While older social users know little about the platform, its user base and impact is increasing. For marketers, TikTok is becoming impossible to ignore.

Here are six things that marketers, especially those catering to young audiences, need to know about TikTok:

# 1 | It’s growing really fast

TikTok is one of the fastest-growing social platforms in the world, having been downloaded 1.2 billion times.

Last year, Sensor Tower reported that it had 500 million monthly active users. This figure hasn’t been updated since, so is expected to be much higher.

This growth is particularly prevalent in Asia. In Thailand, one in seven people have downloaded the app and in India, TikTok has 200 million users.

# 2 | Forty-one percent of users are aged 16-24

TikTok has a young user base. In the US, 16-24 year-olds account for 60 percent of the app’s user base.

You have to be over 13-years-old to join but there are concerns many users are below this age. To combat this, the platform has started using facial-recognition software to identify underage users.

Its young user base has lead to scrutiny. There have been concerns over the safety of children on the app, from predators and sensitive content.

Earlier this year the Federal Trade Commission fined the app for illegally collecting the data of minors and they were forced to pay a US$5.7 million fine.

# 3 | Users can send digital gift

TikTok users can send one another emoji gifts or donations. Prices start low, but go up to around US$87.

When someone has more than a thousand followers on TikTok they can go on a live stream. When they do, many use this opportunity to ask for gifts.

It’s a way for TikTok influencers to monetize their presence on the app, since the value of the gift is split with the gifted and TikTok 50/50. Spending on gifts is growing and hit a new high in May, increasing 500 percent year-on-year.

# 4 | The app is divided into two main feeds

The app is divided into two main feeds. ‘For You’ is the default. Here, an algorithm generates a stream of videos (like Instagram’s Explore page) based on your preferences. It taps into data, starting with your location.
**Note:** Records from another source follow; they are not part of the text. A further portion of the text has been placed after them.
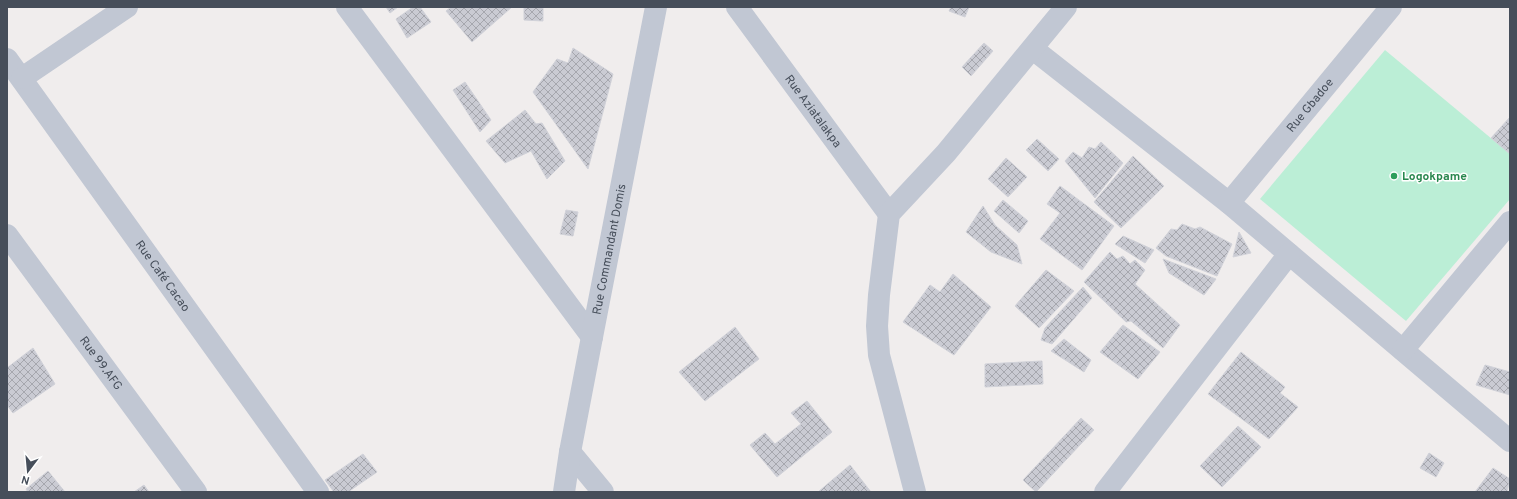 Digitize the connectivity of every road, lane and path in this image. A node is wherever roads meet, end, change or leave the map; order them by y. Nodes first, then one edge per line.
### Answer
1 (127, 7) edge
2 (347, 7) edge
3 (656, 7) edge
4 (737, 7) edge
5 (1066, 7) edge
6 (1391, 7) edge
7 (1033, 49) junction
8 (7, 59) edge
9 (22, 78) junction
10 (1229, 203) junction
11 (889, 214) junction
12 (1510, 222) edge
13 (7, 235) edge
14 (1289, 254) junction
15 (592, 337) junction
16 (1402, 350) junction
17 (1510, 441) edge
18 (570, 452) junction
19 (196, 492) edge
20 (318, 492) edge
21 (564, 492) edge
22 (602, 492) edge
23 (915, 492) edge
24 (1105, 492) edge

1 - 9 street
2 - 15 street
3 - 15 street, Rue Commandant Domis
4 - 11 street, Rue Aziatalakpa
5 - 7 street
6 - 10 street, Rue Gbadoe
7 - 10 street
7 - 11 street
8 - 9 street, Rue Café Cacao
9 - 20 street, Rue Café Cacao
10 - 14 street
11 - 23 street
12 - 16 street
13 - 19 street, Rue 99.AFG
14 - 16 street
14 - 24 street
15 - 18 street, Rue Commandant Domis
16 - 17 street
18 - 21 street, Rue Commandant Domis
18 - 22 street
Then, as you continue watching, it analyses the faces, voices, music, or objects in videos you watch the longest and serves you more of those.

Swipe left and you’ll find the other feed, ‘Following’, which features uploads from people you choose to follow. Unlike Instagram, TikTok has no search function.

Since the default feed is essentially a discovery page, it’s easy for creators to be found and trend on TikTok.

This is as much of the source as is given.